Carrying his rifle down by his side, Major General Chris Donahue, commander of the storied 82nd Airborne Division, became the last US soldier to board the final flight out of Afghanistan a minute before midnight on Monday.
Taken with a night vision device from a side window of the C-17 transport plane, the ghostly green and black image of the general striding toward the aircraft waiting on the tarmac at Kabul’s Hamid Karzai Airport was released by the Pentagon hours after the United States ended its 20-year military presence in Afghanistan.
As a moment in history, the image of Donahue’s departure could be cast alongside that of a Soviet general, who led an armoured column across the Friendship Bridge to Uzbekistan, when the Red Army made its final exit from Afghanistan in 1989.
Completing a military operation that with the help of allies succeeded in evacuating 123,000 civilians from Afghanistan, the last plane load of US troops left under cover of the night.
Though it is a still image, Donahue appears to be moving briskly, his face expressionless.
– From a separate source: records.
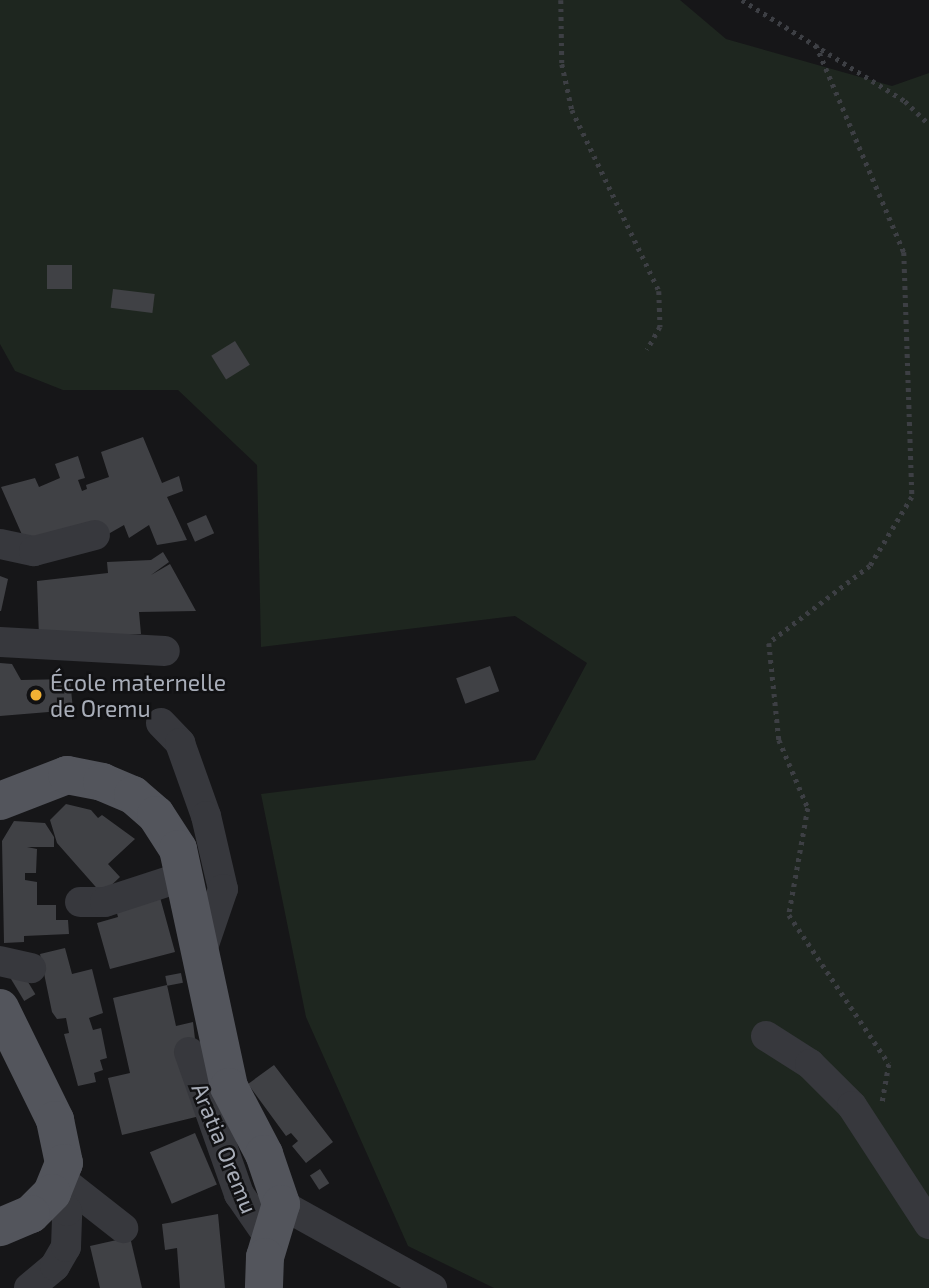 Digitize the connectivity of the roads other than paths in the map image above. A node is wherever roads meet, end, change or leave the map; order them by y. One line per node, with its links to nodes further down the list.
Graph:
1 (95, 535): 2 (street)
2 (0, 544)
3 (0, 642): 4 (street)
4 (164, 651)
5 (161, 723): 9 (street)
6 (0, 801): 7 (main road, Aratia Oremu)
7 (186, 876): 8 (street); 9 (main road, Aratia Oremu)
8 (80, 902)
9 (199, 959): 18 (main road, Aratia Oremu)
10 (0, 961): 11 (street)
11 (31, 968)
12 (0, 1008): 16 (main road)
13 (766, 1036): 19 (street)
14 (0, 1049): 16 (street)
15 (190, 1052): 18 (street, Aratia Oremu)
16 (38, 1084): 17 (main road)
17 (55, 1184): 20 (main road); 21 (street); 23 (street)
18 (276, 1222): 22 (main road, Aratia Oremu); 24 (street)
19 (929, 1224)
20 (0, 1227)
21 (123, 1228)
22 (262, 1287)
23 (29, 1288)
24 (432, 1288)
He is wearing full combat gear, with night vision goggles atop his helmet, and rifle by his side. He had yet to leave Afghanistan behind, and reach safety.
The US-backed Afghan government had already capitulated and Kabul had fallen to the Taliban a little over two weeks before the August 31 deadline for US troops to depart.
The final US evacuation of Kabul will be judged by how many people were brought out, and how many were left behind.
But Donahue and his comrades will carry harrowing images from their chaotic last days in Kabul; parents passing babies to them across the razor wire, two young Afghans falling from a plane climbing high in the sky, and worst of all, the aftermath of an Islamic State suicide bomb attack outside the airport on August 26 that killed scores of Afghans and 13 of their own.